The rate of production of CO2 (VCO2) was measured by indirect calorimetry (Vmax 29), where the CO2 production rate is the product of flow, measured by a mass flow analyzer, and CO2 concentration, measured by infrared spectroscopy. Each measurement was performed while the subject lay comfortably in a supine position on a hospital bed. On each study day, before VCO2 measurement, the gas analyzers were calibrated with standard gases [tank 1: 4% CO2, 16% O2 balanced with N2; tank 2: 26% O2 balanced with N2 (PraxAir, Brampton, ON, Canada)]. VCO2 measurements were corrected to standard temperature and pressure.

Blood collection and analysis. Capillary blood samples were obtained from a finger-prick incision made to the index finger of the nondominant hand (Softlick Bloodletting Device; Boehringer, Laval, QC, Canada).
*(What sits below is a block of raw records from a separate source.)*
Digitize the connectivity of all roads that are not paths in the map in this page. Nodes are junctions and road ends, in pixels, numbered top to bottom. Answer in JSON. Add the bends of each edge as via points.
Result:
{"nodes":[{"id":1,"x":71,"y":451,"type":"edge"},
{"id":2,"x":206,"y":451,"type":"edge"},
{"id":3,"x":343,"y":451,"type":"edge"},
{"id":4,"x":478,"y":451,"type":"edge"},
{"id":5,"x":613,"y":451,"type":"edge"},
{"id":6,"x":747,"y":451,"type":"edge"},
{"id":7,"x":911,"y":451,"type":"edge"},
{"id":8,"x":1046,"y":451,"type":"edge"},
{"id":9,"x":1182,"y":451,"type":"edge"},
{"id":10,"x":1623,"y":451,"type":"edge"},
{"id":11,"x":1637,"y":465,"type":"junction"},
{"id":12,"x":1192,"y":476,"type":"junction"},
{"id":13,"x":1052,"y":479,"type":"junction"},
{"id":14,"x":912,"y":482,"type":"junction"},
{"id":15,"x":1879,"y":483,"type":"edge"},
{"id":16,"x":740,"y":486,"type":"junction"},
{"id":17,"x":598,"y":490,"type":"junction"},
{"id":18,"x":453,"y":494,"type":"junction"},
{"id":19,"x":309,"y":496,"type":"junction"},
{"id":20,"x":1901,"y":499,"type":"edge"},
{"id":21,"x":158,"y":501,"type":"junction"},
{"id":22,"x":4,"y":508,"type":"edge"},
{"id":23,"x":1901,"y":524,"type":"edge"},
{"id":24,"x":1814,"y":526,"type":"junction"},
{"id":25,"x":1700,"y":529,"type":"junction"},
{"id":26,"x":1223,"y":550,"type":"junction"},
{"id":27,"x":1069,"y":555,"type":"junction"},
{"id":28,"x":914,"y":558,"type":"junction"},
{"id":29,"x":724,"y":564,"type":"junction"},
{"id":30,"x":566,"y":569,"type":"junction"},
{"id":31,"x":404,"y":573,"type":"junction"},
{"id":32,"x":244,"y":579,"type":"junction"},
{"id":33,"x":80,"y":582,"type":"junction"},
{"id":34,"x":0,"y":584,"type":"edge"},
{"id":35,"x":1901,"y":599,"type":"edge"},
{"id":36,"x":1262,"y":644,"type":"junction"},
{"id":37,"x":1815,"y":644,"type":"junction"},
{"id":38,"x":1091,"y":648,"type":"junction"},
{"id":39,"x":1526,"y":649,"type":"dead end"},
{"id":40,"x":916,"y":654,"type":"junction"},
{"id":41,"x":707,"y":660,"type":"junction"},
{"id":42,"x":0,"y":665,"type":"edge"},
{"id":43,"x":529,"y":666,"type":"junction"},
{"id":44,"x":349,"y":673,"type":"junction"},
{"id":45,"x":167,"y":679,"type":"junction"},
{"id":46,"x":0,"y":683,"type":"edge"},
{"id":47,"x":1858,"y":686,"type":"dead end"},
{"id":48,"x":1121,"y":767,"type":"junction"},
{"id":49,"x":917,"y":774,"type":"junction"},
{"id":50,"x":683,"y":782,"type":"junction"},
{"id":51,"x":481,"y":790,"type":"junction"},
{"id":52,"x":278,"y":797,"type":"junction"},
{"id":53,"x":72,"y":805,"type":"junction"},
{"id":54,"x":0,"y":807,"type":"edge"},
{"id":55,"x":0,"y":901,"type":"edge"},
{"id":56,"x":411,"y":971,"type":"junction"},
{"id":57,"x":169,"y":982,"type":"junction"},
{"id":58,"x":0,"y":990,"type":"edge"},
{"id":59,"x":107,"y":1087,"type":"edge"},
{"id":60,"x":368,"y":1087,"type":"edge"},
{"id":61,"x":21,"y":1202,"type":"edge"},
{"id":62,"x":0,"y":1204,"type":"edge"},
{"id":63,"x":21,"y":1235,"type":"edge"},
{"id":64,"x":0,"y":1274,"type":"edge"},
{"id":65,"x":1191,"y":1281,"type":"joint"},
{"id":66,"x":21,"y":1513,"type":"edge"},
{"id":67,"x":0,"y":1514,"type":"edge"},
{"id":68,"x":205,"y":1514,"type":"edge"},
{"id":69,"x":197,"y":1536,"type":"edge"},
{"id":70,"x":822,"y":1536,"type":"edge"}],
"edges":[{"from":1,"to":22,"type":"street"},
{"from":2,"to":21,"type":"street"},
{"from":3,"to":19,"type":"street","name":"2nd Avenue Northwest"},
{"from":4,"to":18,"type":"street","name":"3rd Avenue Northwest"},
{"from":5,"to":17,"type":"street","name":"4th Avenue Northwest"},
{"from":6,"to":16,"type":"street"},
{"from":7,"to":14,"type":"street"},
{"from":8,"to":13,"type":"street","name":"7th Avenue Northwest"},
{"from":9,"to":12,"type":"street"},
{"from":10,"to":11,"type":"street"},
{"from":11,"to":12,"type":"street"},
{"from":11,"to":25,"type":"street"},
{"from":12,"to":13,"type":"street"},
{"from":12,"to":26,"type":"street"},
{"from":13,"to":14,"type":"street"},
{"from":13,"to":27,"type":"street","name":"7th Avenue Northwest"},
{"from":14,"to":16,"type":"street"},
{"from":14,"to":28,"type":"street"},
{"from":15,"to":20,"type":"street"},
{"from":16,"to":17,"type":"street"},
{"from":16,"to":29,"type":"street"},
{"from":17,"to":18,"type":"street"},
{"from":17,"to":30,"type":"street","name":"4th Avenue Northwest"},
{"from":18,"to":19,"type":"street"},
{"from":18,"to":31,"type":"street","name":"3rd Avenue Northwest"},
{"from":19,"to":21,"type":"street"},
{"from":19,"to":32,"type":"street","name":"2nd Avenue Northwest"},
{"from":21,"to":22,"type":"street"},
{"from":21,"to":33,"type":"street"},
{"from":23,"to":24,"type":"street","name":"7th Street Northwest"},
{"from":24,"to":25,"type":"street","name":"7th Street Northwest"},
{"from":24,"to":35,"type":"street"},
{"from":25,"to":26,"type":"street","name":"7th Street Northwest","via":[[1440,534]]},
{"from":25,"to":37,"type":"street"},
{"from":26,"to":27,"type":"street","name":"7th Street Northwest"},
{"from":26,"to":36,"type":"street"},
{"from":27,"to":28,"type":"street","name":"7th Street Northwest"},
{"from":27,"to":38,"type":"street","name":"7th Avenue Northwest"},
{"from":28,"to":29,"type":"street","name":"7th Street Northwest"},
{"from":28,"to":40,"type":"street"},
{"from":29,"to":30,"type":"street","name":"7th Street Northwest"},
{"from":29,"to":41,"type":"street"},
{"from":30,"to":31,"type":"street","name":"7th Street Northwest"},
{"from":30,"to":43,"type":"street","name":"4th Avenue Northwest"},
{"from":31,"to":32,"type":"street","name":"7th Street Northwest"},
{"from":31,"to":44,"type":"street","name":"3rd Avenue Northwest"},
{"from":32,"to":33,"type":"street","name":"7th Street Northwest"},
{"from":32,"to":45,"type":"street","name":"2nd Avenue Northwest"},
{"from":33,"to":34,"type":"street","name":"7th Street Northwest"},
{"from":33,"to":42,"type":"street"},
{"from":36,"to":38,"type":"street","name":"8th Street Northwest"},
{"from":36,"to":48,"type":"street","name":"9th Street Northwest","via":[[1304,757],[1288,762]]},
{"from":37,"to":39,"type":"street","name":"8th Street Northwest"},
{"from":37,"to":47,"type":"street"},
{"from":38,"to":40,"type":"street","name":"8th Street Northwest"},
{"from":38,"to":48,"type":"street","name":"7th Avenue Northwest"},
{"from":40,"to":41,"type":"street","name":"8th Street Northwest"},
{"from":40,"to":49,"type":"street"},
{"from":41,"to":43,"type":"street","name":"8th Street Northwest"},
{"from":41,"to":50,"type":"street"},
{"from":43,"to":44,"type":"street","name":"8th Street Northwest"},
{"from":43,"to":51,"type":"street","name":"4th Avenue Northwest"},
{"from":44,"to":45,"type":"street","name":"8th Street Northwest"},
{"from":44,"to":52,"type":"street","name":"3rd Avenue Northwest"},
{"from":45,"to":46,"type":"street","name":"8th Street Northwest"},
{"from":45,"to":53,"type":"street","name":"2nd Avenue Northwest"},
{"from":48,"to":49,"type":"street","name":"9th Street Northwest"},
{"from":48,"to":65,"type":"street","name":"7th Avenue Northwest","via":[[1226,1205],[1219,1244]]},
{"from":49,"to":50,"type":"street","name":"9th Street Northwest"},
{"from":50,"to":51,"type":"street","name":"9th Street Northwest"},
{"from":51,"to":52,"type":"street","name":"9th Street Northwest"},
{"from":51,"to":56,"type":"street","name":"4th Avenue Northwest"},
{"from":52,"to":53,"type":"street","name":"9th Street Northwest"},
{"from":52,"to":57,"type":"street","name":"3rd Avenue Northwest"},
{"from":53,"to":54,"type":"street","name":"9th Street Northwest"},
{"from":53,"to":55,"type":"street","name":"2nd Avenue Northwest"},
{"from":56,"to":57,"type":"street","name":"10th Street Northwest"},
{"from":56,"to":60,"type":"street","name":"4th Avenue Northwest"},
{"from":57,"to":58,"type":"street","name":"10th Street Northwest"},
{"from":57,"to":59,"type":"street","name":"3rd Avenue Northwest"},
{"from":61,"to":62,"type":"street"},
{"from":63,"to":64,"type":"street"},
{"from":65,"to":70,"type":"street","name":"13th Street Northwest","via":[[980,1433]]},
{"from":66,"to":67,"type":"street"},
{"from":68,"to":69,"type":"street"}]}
This was done to relate phenylalanine intake to blood phenylalanine levels, because diet therapy in PKU is managed mainly by monitoring blood phenylalanine in response to dietary intake. To ensure arterialized blood, the hand was heated inside a thermostatic chamber maintained at 60°C for >= 15 min before the blood was sampled (41). While the finger was held, about five drops (<1 ml) of blood were gently spotted onto Guthrie filter paper (Newborn Screening Program, Ministry of Health, Toronto, ON, Canada) to totally saturate an area of ~1 cm in diameter. Blood was collected at the beginning of each study day, before meal ingestion, with subjects still in the fasted state, and again at the end of the study day after each subject had received and consumed all eight meals. At each time, two blood spots were collected. The blood spots were left to air-dry overnight and were then analyzed for phenylalanine concentration according to the method of Dooley (4). This method is used for the quantitative determination of blood phenylalanine and is based on the NAD-dependent oxidative deamination of phenylalanine in the presence of excess phenylalanine dehydrogenase. Phenylalanine reacts with the enzyme phenylalanine dehydrogenase and in the process converts NAD to NADH. The NADH was measured by reaction with indonitrotetrazolium chloride catalyzed by diaphorase, which forms a colored formazan product.

Analytical procedures. The 13CO2 enrichment in expired CO2 was measured with a continuous-flow isotopic ratio mass spectrometer (model ANCA GSL; Europa Scientific, Crewe, UK). Each set of eight samples was separated by two reference samples (5% CO2), which were previously calibrated to an international reference standard (NBS-20; National Institute for Standards and Technology, Gaithersburg, MD). The results represent the absolute 13C enrichment present in that sample. Plateau enrichment was calculated as the difference in isotopic abundance at plateau and natural (baseline) isotopic abundance and was expressed as atom percent excess (APE).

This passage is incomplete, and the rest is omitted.